• Exercise:
Using the records below, count the lines containing "node" and give only the total.

• Records to use:
== Segment start ==

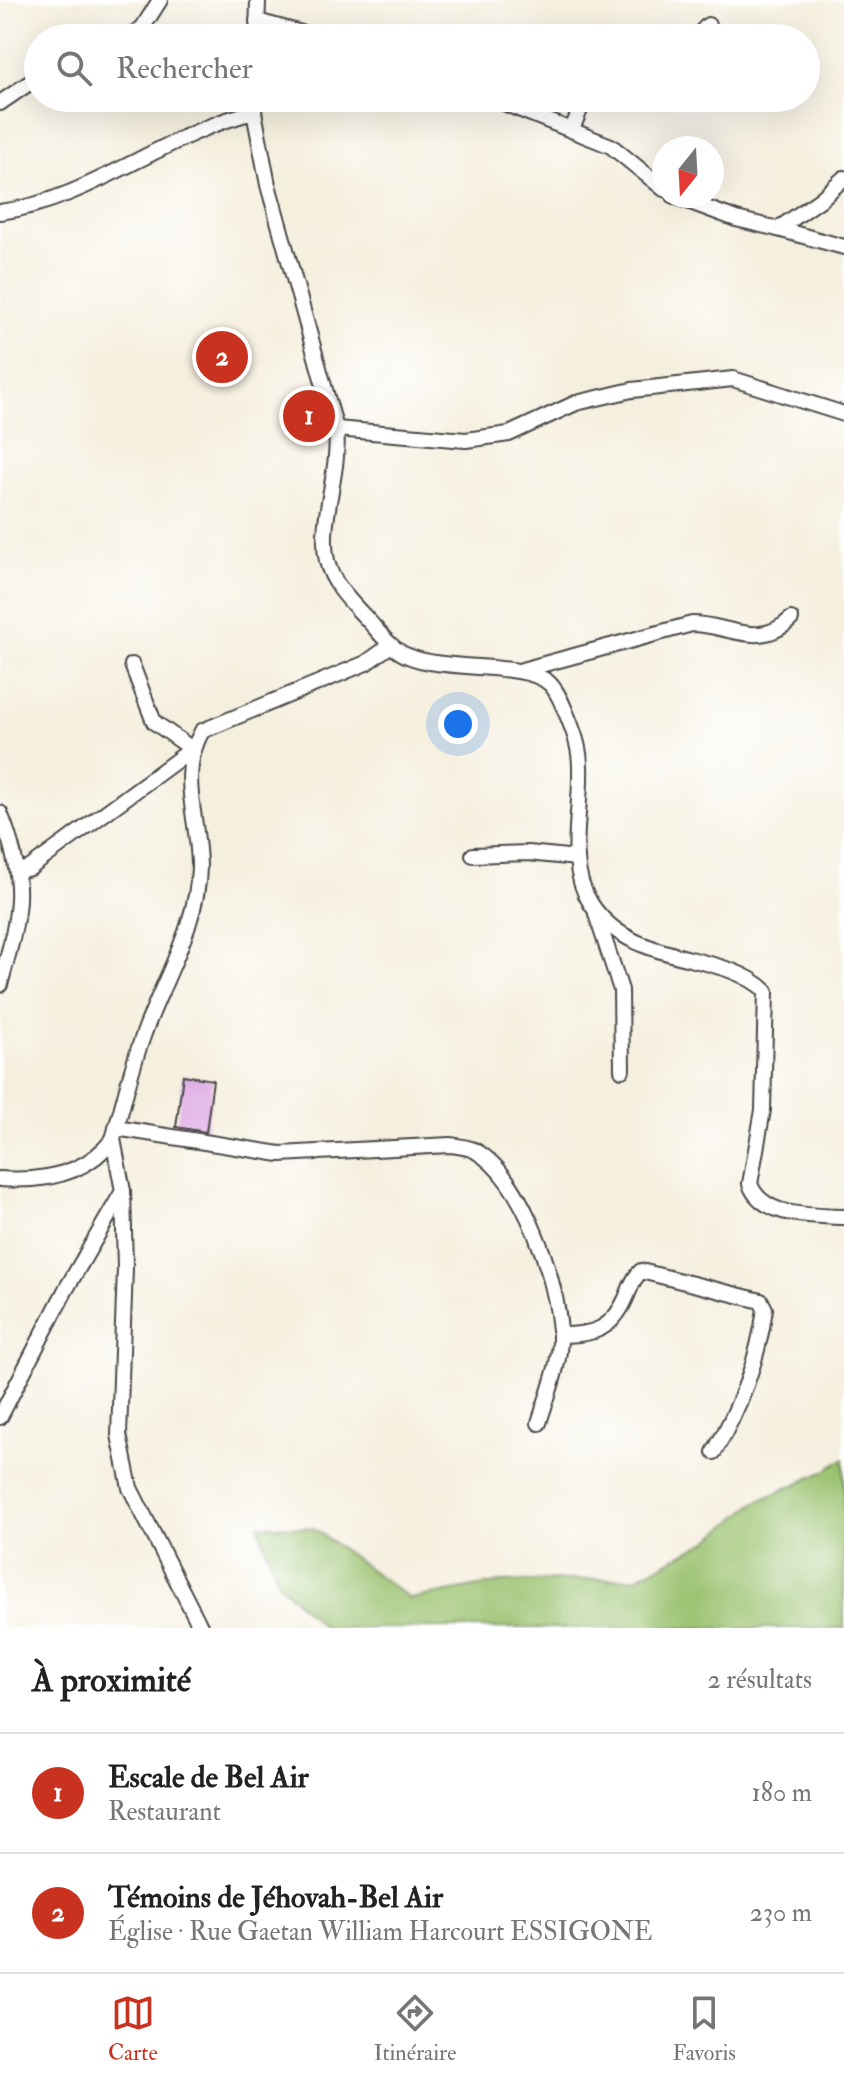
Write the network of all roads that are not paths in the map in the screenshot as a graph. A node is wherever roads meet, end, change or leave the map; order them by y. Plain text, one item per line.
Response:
1 (160, 0) edge
2 (258, 0) edge
3 (257, 21) joint
4 (145, 24) edge
5 (268, 24) edge
6 (24, 87) edge
7 (0, 103) edge
8 (239, 112) edge
9 (256, 112) edge
10 (528, 112) edge
11 (579, 112) edge
12 (572, 129) junction
13 (844, 178) edge
14 (652, 179) edge
15 (706, 208) edge
16 (0, 212) edge
17 (778, 229) junction
18 (844, 247) edge
19 (844, 414) edge
20 (336, 429) junction
21 (791, 619) dead end
22 (391, 645) junction
23 (132, 665) dead end
24 (522, 670) junction
25 (192, 749) junction
26 (1, 819) edge
27 (473, 855) dead end
28 (577, 858) junction
29 (18, 871) junction
30 (595, 909) junction
31 (0, 985) edge
32 (622, 1070) dead end
33 (114, 1134) junction
34 (0, 1179) edge
35 (123, 1191) junction
36 (844, 1217) edge
37 (560, 1335) junction
38 (7, 1388) edge
39 (0, 1417) edge
40 (539, 1423) dead end
41 (714, 1452) dead end
42 (201, 1628) edge

1 - 4 street
2 - 3 street
3 - 5 street
6 - 7 street
8 - 16 street
9 - 20 street
10 - 12 street
11 - 12 street
12 - 14 street
13 - 17 street
15 - 17 street
17 - 18 street
19 - 20 street
20 - 22 street
21 - 24 street
22 - 24 street
22 - 25 street
23 - 25 street
24 - 28 street
25 - 29 street
25 - 33 street
26 - 29 street
27 - 28 street
28 - 30 street
29 - 31 street
30 - 32 street
30 - 36 street
33 - 34 street
33 - 35 street
33 - 37 street
35 - 38 street
35 - 42 street
37 - 40 street
37 - 41 street
38 - 39 street

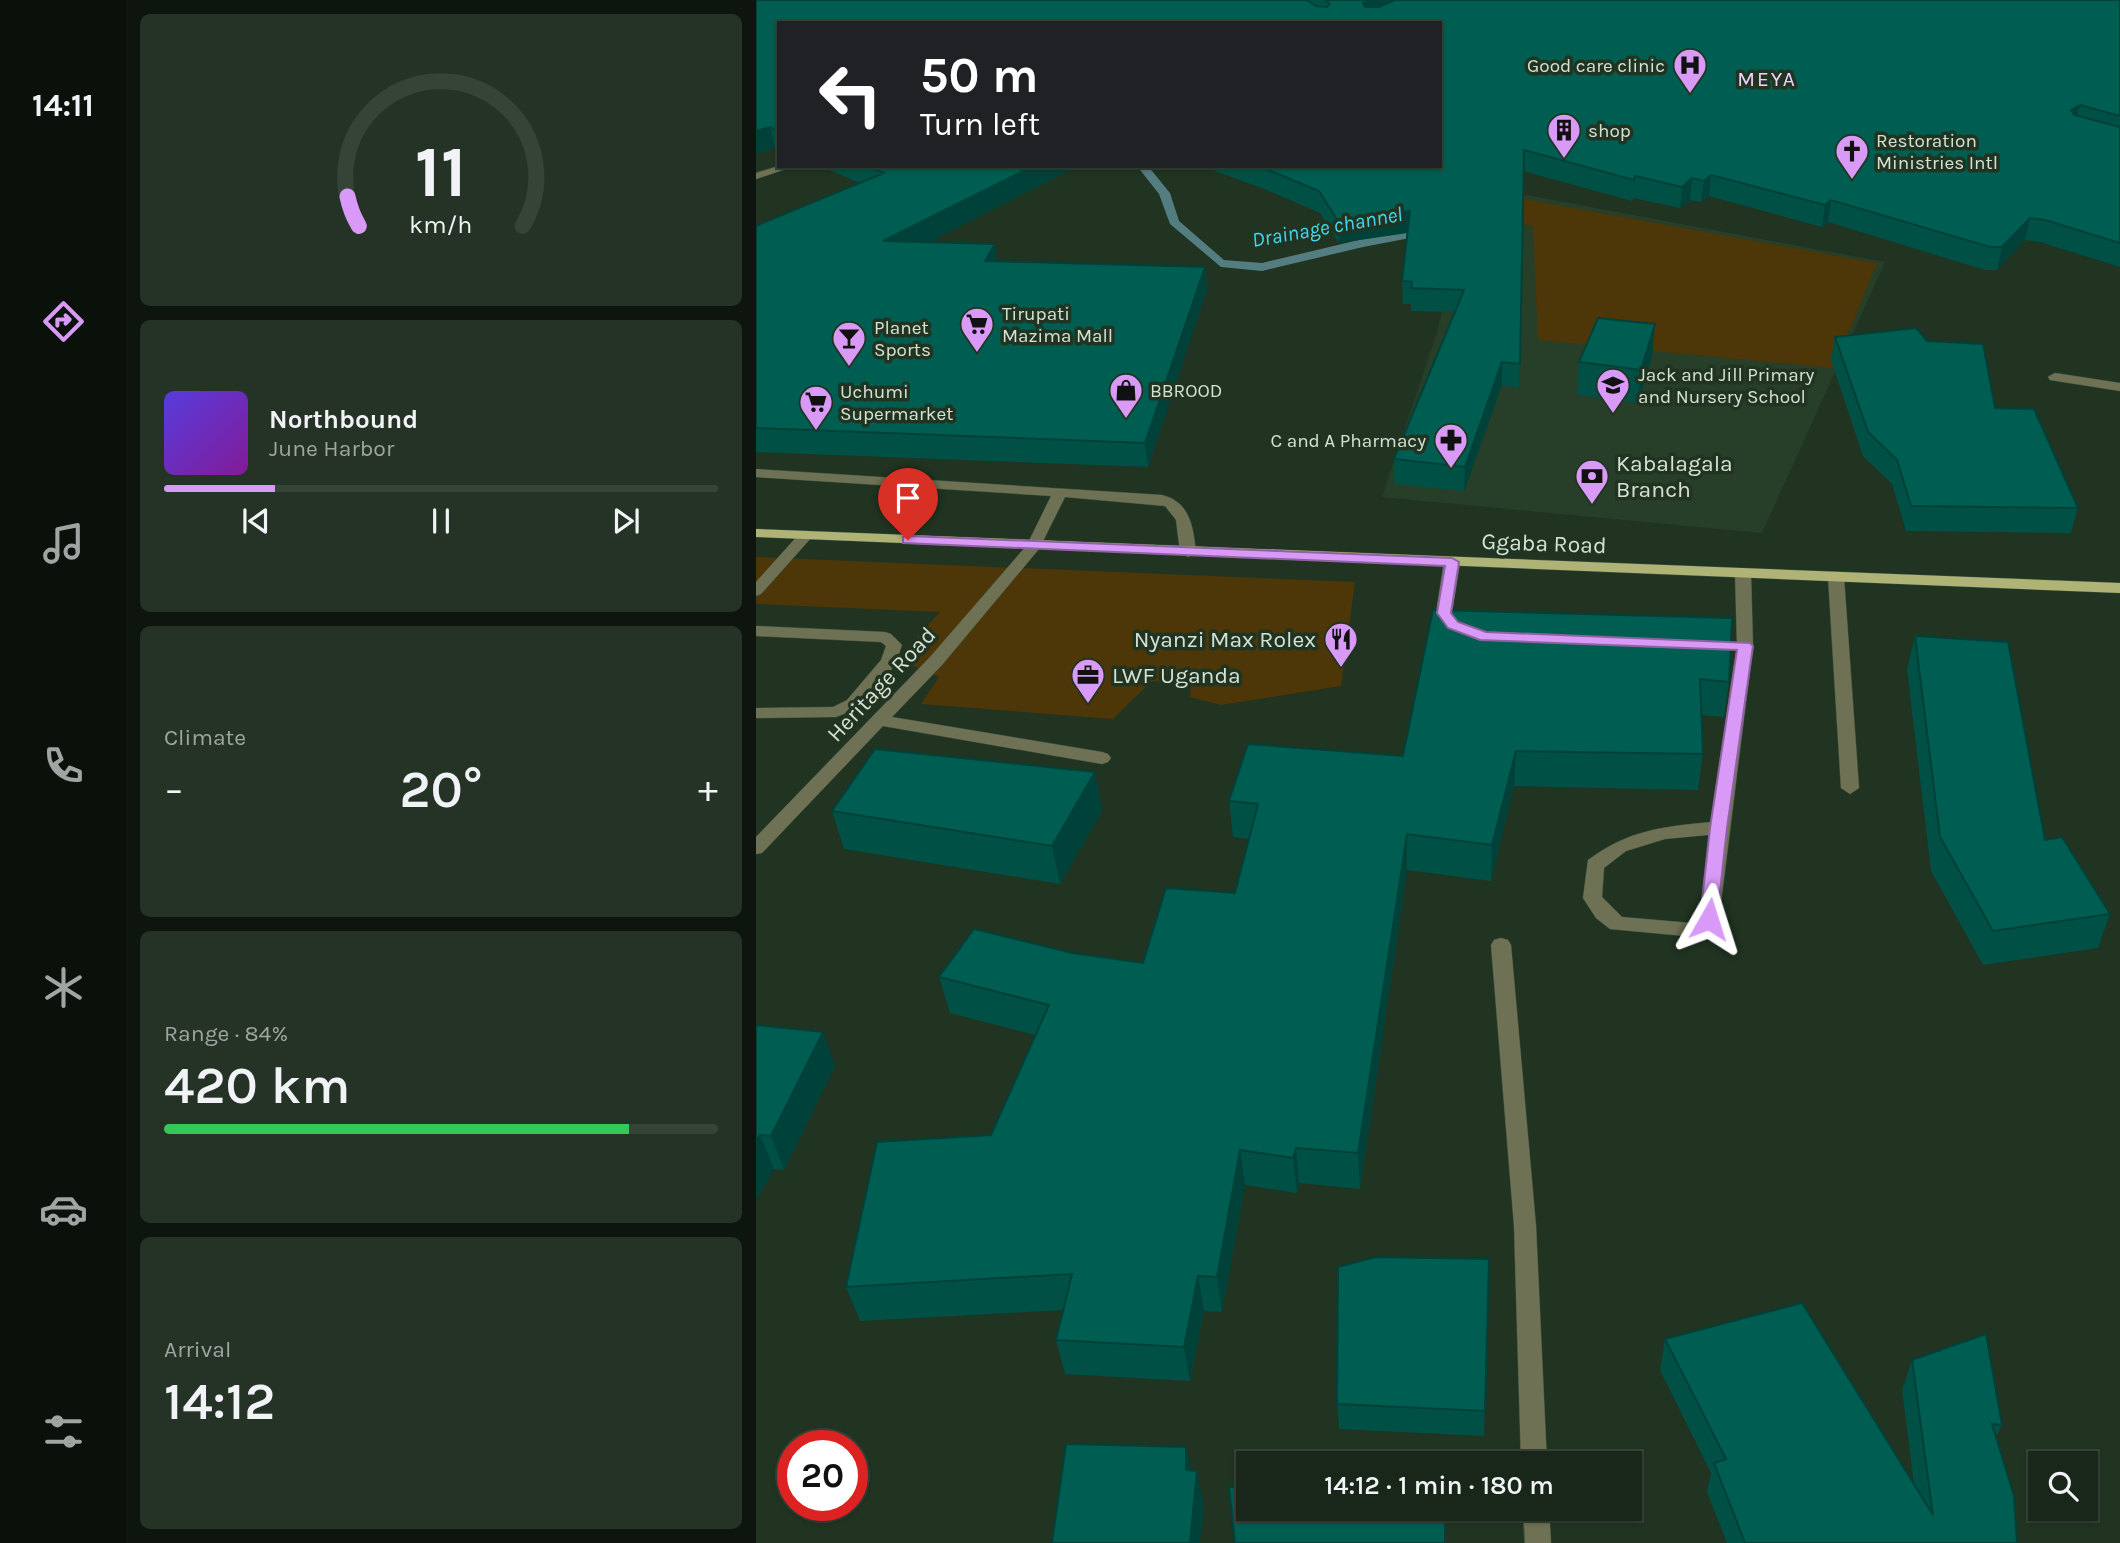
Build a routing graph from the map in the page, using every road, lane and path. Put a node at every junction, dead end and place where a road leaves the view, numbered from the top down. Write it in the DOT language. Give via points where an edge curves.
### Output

== Segment end ==

• Task output:
2